→ Work required: Identify each line in the records below that contains the word "nodes", and copy it.

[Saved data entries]
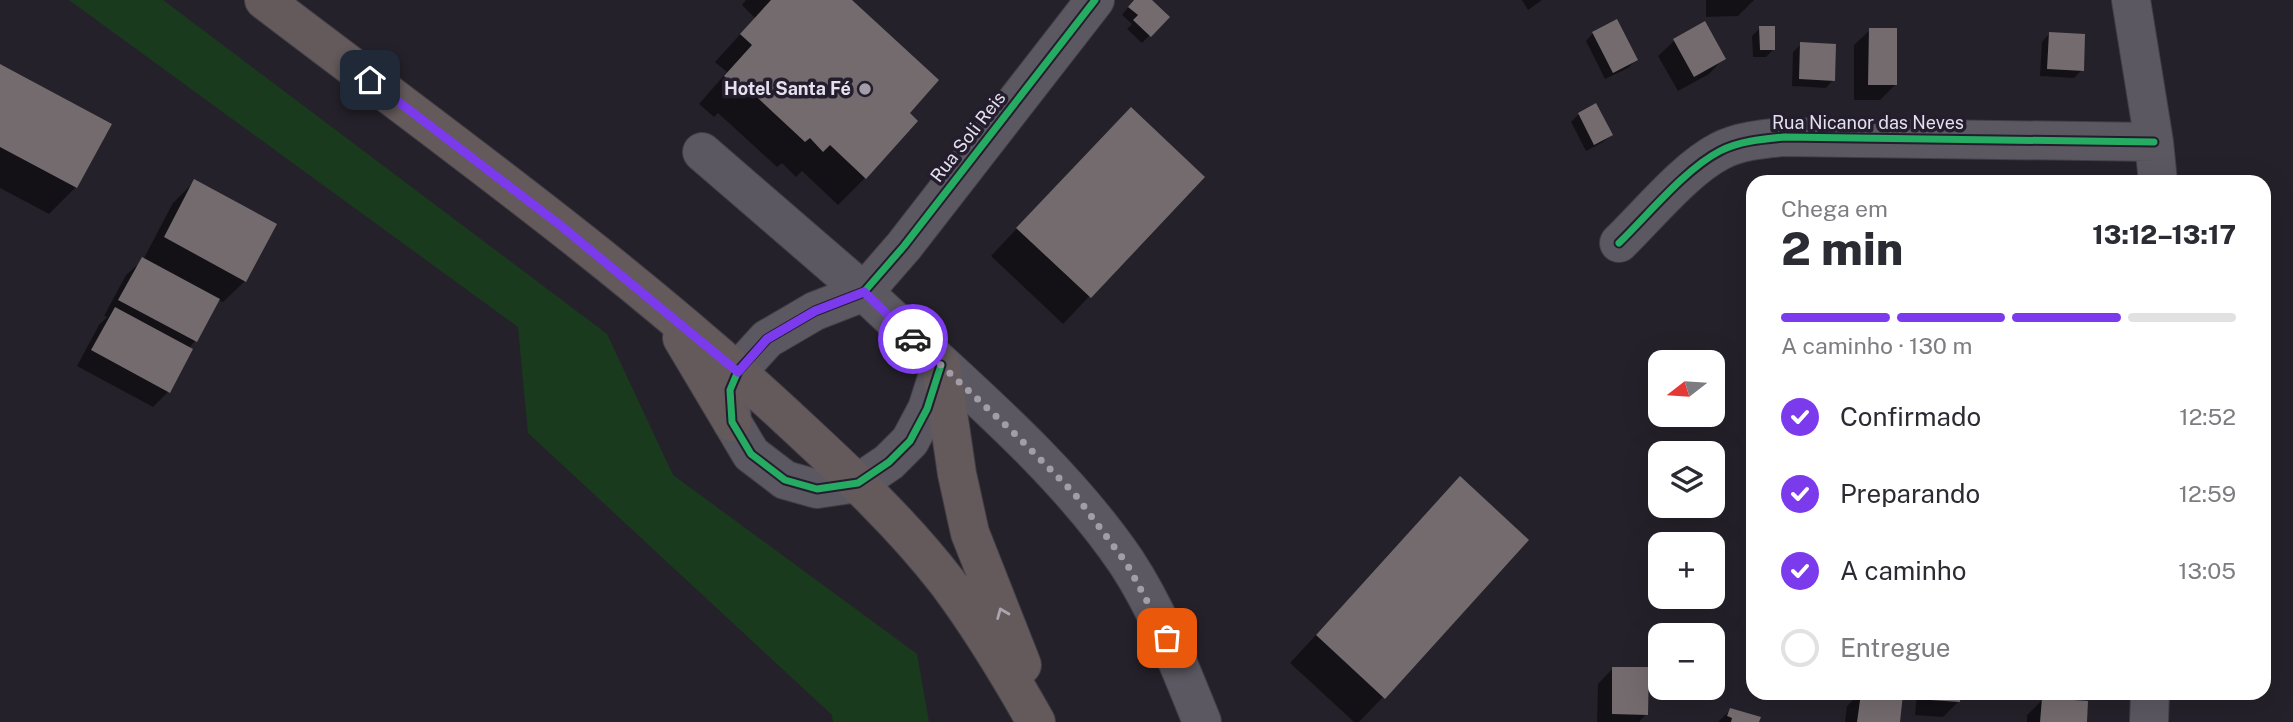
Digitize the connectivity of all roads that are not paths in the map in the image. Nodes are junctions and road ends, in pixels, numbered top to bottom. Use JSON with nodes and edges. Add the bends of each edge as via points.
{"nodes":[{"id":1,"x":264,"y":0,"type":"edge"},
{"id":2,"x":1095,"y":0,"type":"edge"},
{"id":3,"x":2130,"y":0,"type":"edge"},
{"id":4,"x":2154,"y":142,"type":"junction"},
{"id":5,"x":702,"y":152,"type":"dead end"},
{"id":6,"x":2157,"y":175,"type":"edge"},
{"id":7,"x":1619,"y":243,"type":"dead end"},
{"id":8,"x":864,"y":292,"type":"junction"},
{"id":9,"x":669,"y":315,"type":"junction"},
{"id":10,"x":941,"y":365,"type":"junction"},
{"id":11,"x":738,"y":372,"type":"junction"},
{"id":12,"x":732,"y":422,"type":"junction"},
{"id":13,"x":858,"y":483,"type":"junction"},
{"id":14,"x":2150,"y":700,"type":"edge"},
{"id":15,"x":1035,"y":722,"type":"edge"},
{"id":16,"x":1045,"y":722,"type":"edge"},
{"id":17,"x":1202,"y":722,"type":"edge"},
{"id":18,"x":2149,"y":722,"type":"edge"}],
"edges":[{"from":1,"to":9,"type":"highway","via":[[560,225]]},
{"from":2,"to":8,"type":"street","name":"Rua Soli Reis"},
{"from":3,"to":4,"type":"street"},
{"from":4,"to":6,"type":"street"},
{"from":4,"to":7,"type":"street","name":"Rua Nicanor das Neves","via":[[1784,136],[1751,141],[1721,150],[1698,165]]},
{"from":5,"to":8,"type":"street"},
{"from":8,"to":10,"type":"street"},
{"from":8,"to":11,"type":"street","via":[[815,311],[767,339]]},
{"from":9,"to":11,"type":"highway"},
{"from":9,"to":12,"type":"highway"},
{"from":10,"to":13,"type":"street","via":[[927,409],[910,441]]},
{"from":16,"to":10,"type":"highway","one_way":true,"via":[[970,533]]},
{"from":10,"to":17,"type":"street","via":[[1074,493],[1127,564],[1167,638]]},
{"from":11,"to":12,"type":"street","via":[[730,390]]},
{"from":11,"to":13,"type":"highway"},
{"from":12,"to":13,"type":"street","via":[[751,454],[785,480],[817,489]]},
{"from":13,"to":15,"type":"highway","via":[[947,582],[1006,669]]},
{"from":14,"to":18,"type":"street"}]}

→ Reply:
Digitize the connectivity of all roads that are not paths in the map in the image. Nodes are junctions and road ends, in pixels, numbered top to bottom. Use JSON with nodes and edges. Add the bends of each edge as via points.
{"nodes":[{"id":1,"x":264,"y":0,"type":"edge"},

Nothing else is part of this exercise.